:: Exercise goal ::
Word for word, reproduce every line of the data below.

___ Material for the task ___

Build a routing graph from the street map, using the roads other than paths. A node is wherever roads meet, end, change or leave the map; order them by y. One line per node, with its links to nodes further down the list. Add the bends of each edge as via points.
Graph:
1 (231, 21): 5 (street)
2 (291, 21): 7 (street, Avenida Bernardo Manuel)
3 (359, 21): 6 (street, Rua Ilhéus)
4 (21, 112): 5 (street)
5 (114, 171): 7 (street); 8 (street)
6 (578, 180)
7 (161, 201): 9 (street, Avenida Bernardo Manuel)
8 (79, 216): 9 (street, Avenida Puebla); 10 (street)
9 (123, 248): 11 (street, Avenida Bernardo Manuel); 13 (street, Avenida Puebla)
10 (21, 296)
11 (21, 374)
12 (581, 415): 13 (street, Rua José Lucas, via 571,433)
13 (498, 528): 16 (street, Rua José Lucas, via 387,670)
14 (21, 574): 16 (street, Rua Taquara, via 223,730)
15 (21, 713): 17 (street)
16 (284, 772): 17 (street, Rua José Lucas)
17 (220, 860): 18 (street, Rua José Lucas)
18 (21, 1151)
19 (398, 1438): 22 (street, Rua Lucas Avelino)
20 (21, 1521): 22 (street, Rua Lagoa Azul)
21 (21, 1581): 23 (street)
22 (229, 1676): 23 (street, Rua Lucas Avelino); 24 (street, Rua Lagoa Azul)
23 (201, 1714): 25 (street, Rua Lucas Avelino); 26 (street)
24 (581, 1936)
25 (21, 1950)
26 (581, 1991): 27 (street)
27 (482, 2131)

___

:: Your response ::
Build a routing graph from the street map, using the roads other than paths. A node is wherever roads meet, end, change or leave the map; order them by y. One line per node, with its links to nodes further down the list. Add the bends of each edge as via points.
Graph:
1 (231, 21): 5 (street)
2 (291, 21): 7 (street, Avenida Bernardo Manuel)
3 (359, 21): 6 (street, Rua Ilhéus)
4 (21, 112): 5 (street)
5 (114, 171): 7 (street); 8 (street)
6 (578, 180)
7 (161, 201): 9 (street, Avenida Bernardo Manuel)
8 (79, 216): 9 (street, Avenida Puebla); 10 (street)
9 (123, 248): 11 (street, Avenida Bernardo Manuel); 13 (street, Avenida Puebla)
10 (21, 296)
11 (21, 374)
12 (581, 415): 13 (street, Rua José Lucas, via 571,433)
13 (498, 528): 16 (street, Rua José Lucas, via 387,670)
14 (21, 574): 16 (street, Rua Taquara, via 223,730)
15 (21, 713): 17 (street)
16 (284, 772): 17 (street, Rua José Lucas)
17 (220, 860): 18 (street, Rua José Lucas)
18 (21, 1151)
19 (398, 1438): 22 (street, Rua Lucas Avelino)
20 (21, 1521): 22 (street, Rua Lagoa Azul)
21 (21, 1581): 23 (street)
22 (229, 1676): 23 (street, Rua Lucas Avelino); 24 (street, Rua Lagoa Azul)
23 (201, 1714): 25 (street, Rua Lucas Avelino); 26 (street)
24 (581, 1936)
25 (21, 1950)
26 (581, 1991): 27 (street)
27 (482, 2131)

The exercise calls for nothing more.